An even better method is to mix about ten glass bottles, broken into minute pieces, into the planting hole (I used a cloth bag and sledgehammer to get it done). The glass is too sharp for their paws, and it will stay that way forever. You might want to also put a piece of CW around the trunk, partially buried, to avoid rabbits girdling the thing, until the trees have a thick bark. Both my former crabapple and plum have been almost girdled before the final kill by deer.

I also have kiwi, grapes, currant and raspberries planted in a former dog run, with crushed limestone which has been only partially removed and ultimately covered with one foot of wood chips. That area, too, has always been free of burrows.

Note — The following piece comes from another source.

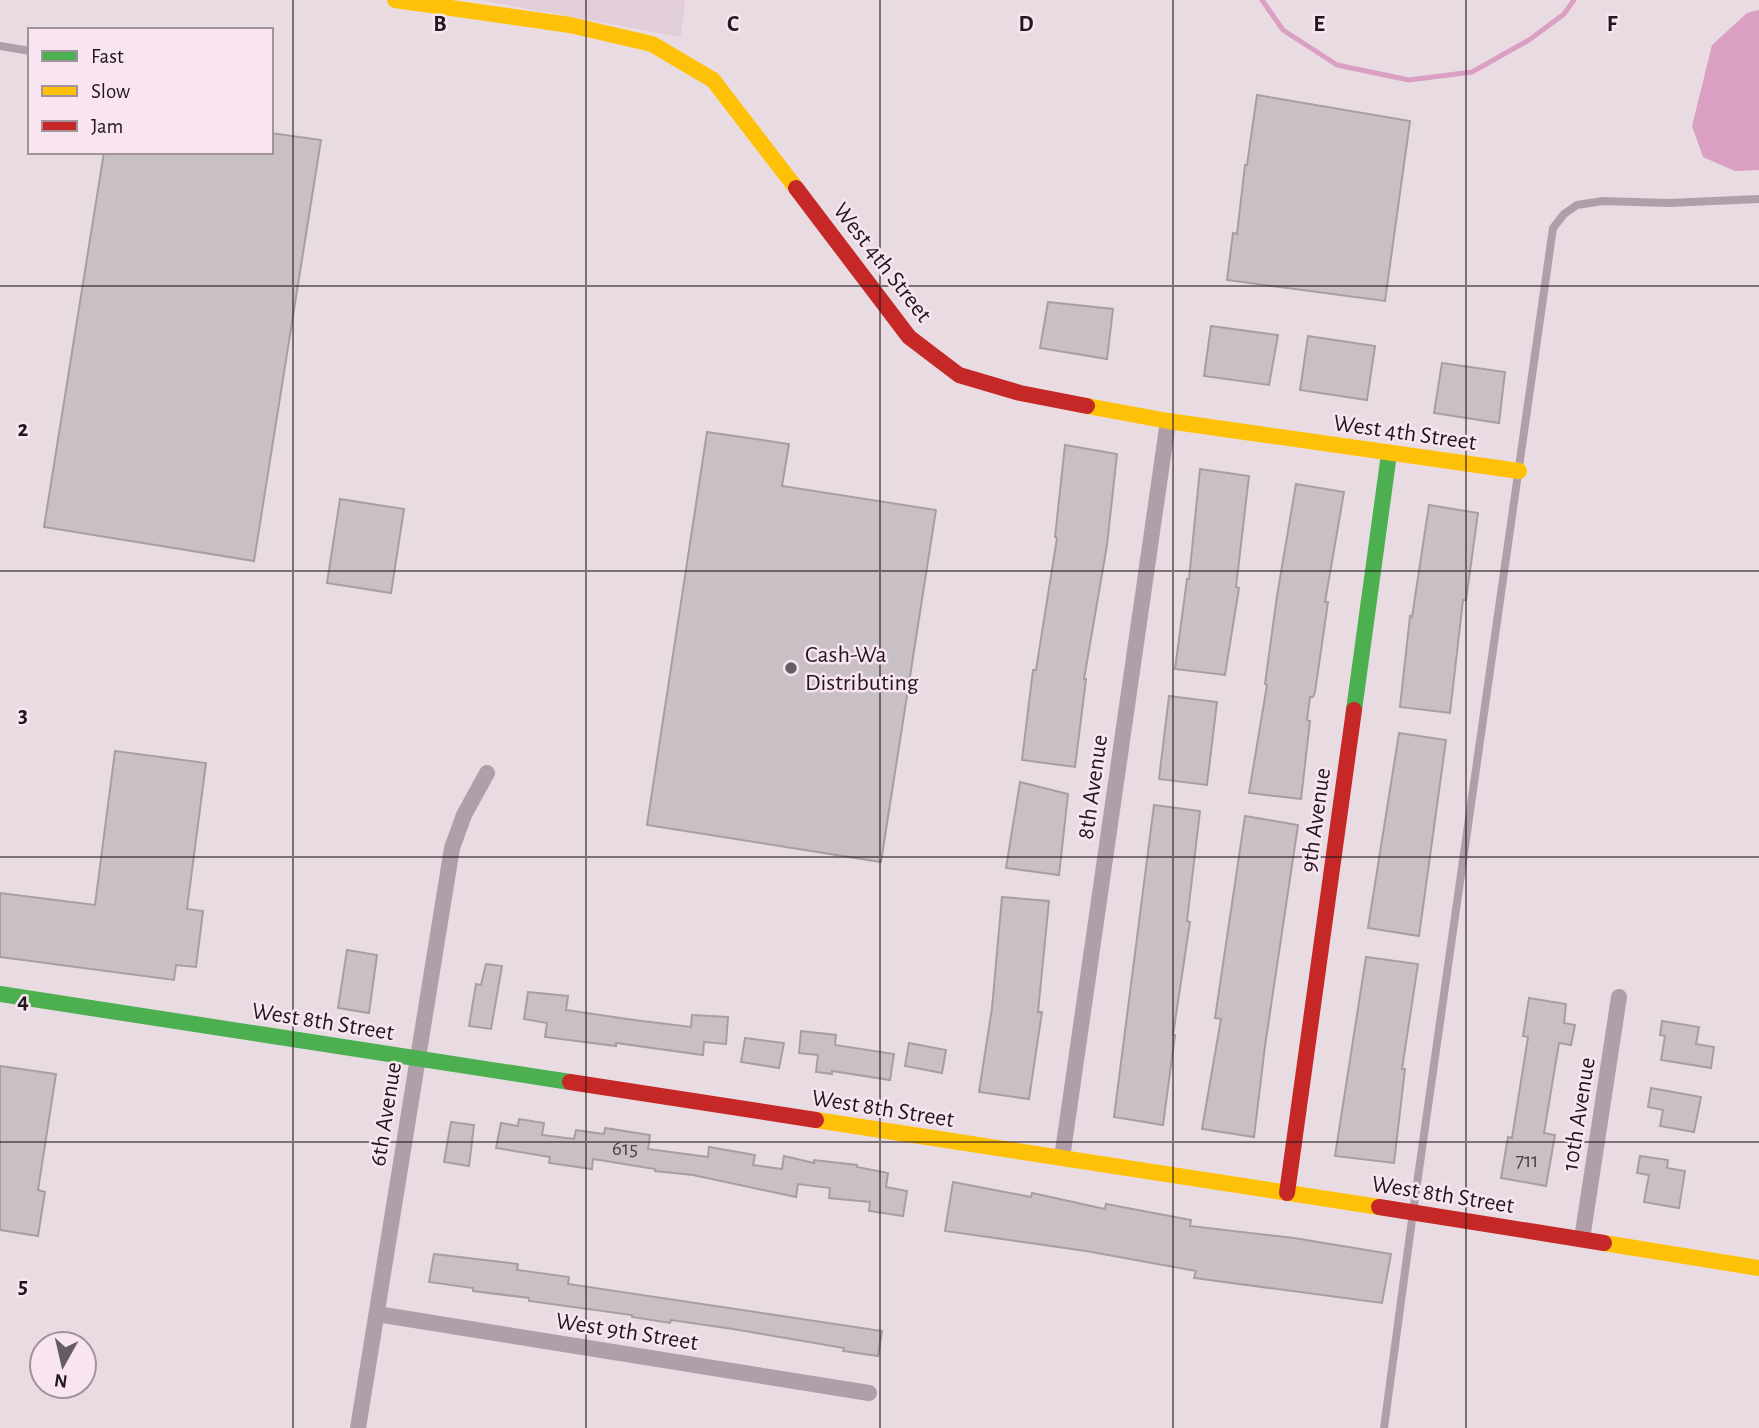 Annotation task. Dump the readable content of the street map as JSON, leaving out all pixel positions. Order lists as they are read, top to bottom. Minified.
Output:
{"streets":{"street":["West 4th Street","8th Avenue","9th Avenue","West 8th Street","6th Avenue","10th Avenue","West 9th Street"]},"crossings":[["West 4th Street","8th Avenue"],["West 4th Street","9th Avenue"],["8th Avenue","West 8th Street"],["9th Avenue","West 8th Street"],["West 8th Street","6th Avenue"],["West 8th Street","10th Avenue"],["6th Avenue","West 9th Street"]],"places":["Cash-Wa Distributing"],"house_numbers":["615","711"],"legend":["Fast","Slow","Jam"],"north":"bottom","grid":{"columns":["B","C","D","E","F"],"rows":["2","3","4","5"]}}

I should mention that the broken glass works for burrowing animals. I once mixed broken glass in the planting hole of chestnut nuts. The squirrels, from above, patiently picked through the glass and dirt and got the nut every time (20 nuts). Likewise, in your case, they may decide to emerge and just girdle it (hence the CW at the base).

Of course, you will have deer coming in. Many of my chestnuts, the crabapple, the plum, the pawpaws, the blueberry bushes, and the three mulberries have either been killed or severely maimed by deer in winter. The plum, crabapple, one of the elderberries and one of the mlberries eventually got chomped to the ground and disappeared. The persimmon, kiwis, and currants have been unaffected. Grapes, when ripe, get ripped from the vine by deer, in the process sometimes knocking down the trellis. This year I am going to try to defend the small trees with multiple layers of tomato cages, made of rebar, and chicken wire. In the end, what they really do is keep a respectful distance from the veg garden, which has an electric fence that has put the fear of god in them even though it is on only one day out of ten. The rest, persimmon and currant excepted, they destroy.

Reply to
simy1

BB wrote: [...]

When it comes to gophers, I have no pity. Kill 'em whenever you can. And defend your trees with chicken wire, lion-poo, etc.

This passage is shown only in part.